Set down each record that follows exactly. Drop the images.

##########

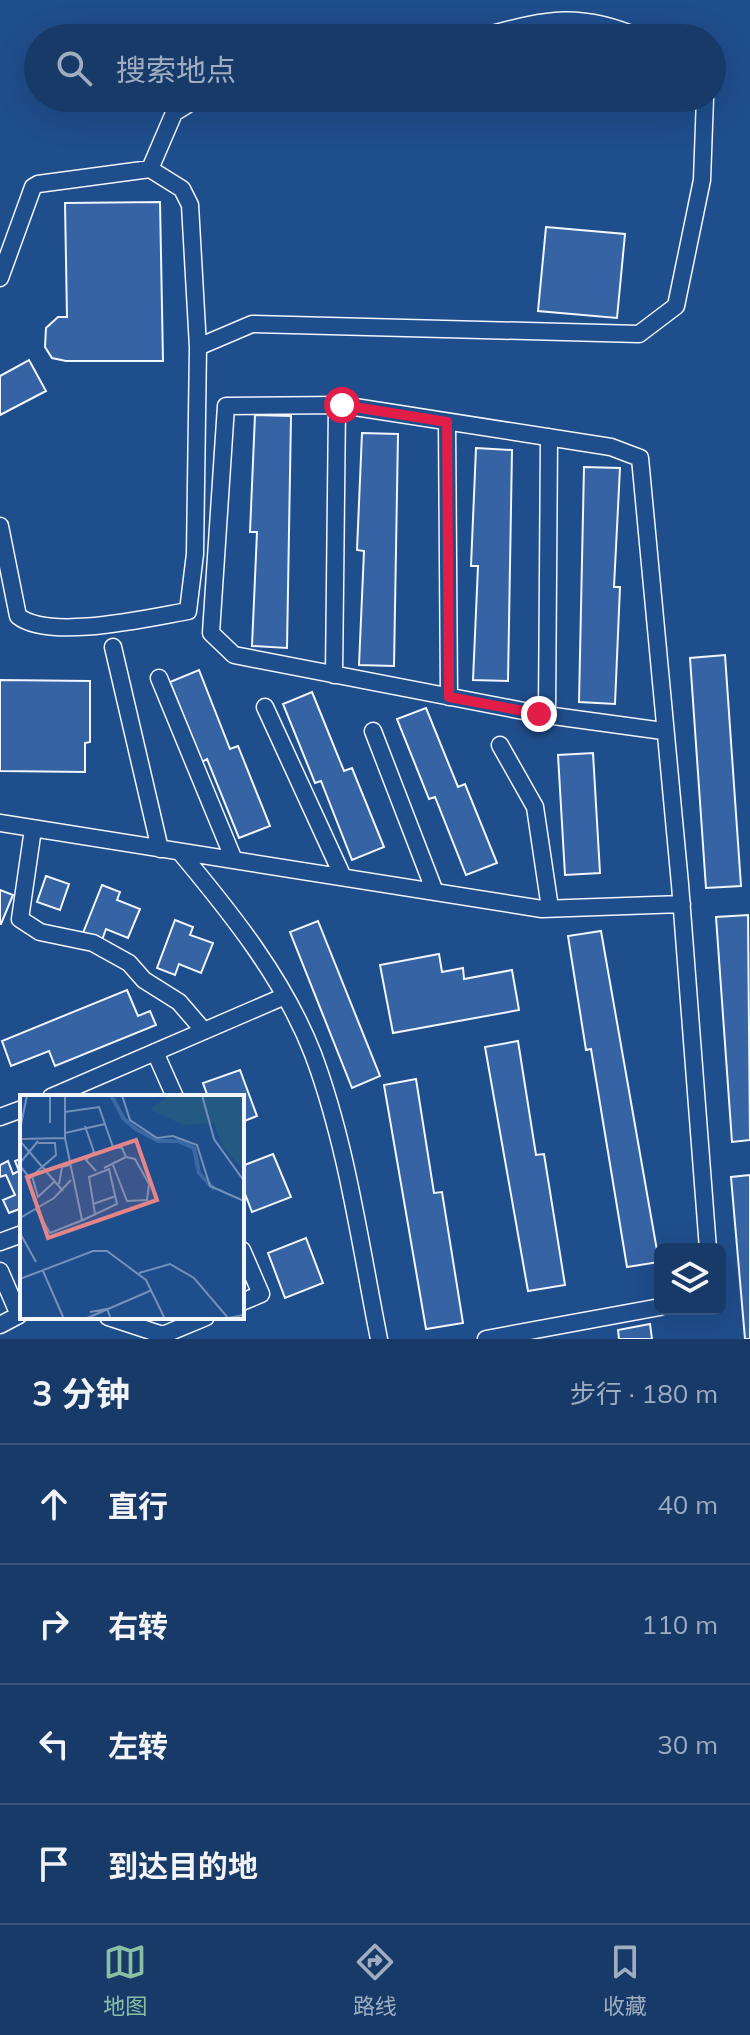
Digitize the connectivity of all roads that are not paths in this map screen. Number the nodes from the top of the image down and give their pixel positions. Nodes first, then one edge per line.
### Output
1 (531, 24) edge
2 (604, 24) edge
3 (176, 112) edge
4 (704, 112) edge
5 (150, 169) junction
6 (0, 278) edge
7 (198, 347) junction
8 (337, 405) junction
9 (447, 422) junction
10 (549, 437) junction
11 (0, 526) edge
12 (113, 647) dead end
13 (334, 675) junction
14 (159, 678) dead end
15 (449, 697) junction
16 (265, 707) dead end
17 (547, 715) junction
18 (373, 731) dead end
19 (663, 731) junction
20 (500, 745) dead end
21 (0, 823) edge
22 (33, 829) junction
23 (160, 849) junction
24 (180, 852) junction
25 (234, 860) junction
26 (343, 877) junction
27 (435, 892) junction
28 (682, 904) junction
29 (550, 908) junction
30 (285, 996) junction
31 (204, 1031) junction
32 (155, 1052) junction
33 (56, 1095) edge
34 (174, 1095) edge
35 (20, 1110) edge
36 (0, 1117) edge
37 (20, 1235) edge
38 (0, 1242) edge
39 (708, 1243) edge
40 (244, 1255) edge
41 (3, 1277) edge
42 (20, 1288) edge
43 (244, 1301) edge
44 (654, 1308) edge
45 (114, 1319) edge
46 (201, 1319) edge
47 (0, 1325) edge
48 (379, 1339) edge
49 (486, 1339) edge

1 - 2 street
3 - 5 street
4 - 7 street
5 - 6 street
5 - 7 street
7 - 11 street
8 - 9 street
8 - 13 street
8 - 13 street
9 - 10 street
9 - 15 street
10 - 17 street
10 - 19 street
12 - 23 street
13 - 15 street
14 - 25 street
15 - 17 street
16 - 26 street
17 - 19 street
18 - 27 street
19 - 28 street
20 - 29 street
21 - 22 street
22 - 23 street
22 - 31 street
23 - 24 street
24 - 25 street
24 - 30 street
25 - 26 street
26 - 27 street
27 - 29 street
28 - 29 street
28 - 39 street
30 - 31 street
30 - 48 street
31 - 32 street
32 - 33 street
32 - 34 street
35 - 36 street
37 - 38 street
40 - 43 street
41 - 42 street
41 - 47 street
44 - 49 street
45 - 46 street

##########

▶ ANSWER AREA
Digitize the connectivity of all roads that are not paths in this map screen. Number the nodes from the top of the image down and give their pixel positions. Nodes first, then one edge per line.
### Output
1 (531, 24) edge
2 (604, 24) edge
3 (176, 112) edge
4 (704, 112) edge
5 (150, 169) junction
6 (0, 278) edge
7 (198, 347) junction
8 (337, 405) junction
9 (447, 422) junction
10 (549, 437) junction
11 (0, 526) edge
12 (113, 647) dead end
13 (334, 675) junction
14 (159, 678) dead end
15 (449, 697) junction
16 (265, 707) dead end
17 (547, 715) junction
18 (373, 731) dead end
19 (663, 731) junction
20 (500, 745) dead end
21 (0, 823) edge
22 (33, 829) junction
23 (160, 849) junction
24 (180, 852) junction
25 (234, 860) junction
26 (343, 877) junction
27 (435, 892) junction
28 (682, 904) junction
29 (550, 908) junction
30 (285, 996) junction
31 (204, 1031) junction
32 (155, 1052) junction
33 (56, 1095) edge
34 (174, 1095) edge
35 (20, 1110) edge
36 (0, 1117) edge
37 (20, 1235) edge
38 (0, 1242) edge
39 (708, 1243) edge
40 (244, 1255) edge
41 (3, 1277) edge
42 (20, 1288) edge
43 (244, 1301) edge
44 (654, 1308) edge
45 (114, 1319) edge
46 (201, 1319) edge
47 (0, 1325) edge
48 (379, 1339) edge
49 (486, 1339) edge

1 - 2 street
3 - 5 street
4 - 7 street
5 - 6 street
5 - 7 street
7 - 11 street
8 - 9 street
8 - 13 street
8 - 13 street
9 - 10 street
9 - 15 street
10 - 17 street
10 - 19 street
12 - 23 street
13 - 15 street
14 - 25 street
15 - 17 street
16 - 26 street
17 - 19 street
18 - 27 street
19 - 28 street
20 - 29 street
21 - 22 street
22 - 23 street
22 - 31 street
23 - 24 street
24 - 25 street
24 - 30 street
25 - 26 street
26 - 27 street
27 - 29 street
28 - 29 street
28 - 39 street
30 - 31 street
30 - 48 street
31 - 32 street
32 - 33 street
32 - 34 street
35 - 36 street
37 - 38 street
40 - 43 street
41 - 42 street
41 - 47 street
44 - 49 street
45 - 46 street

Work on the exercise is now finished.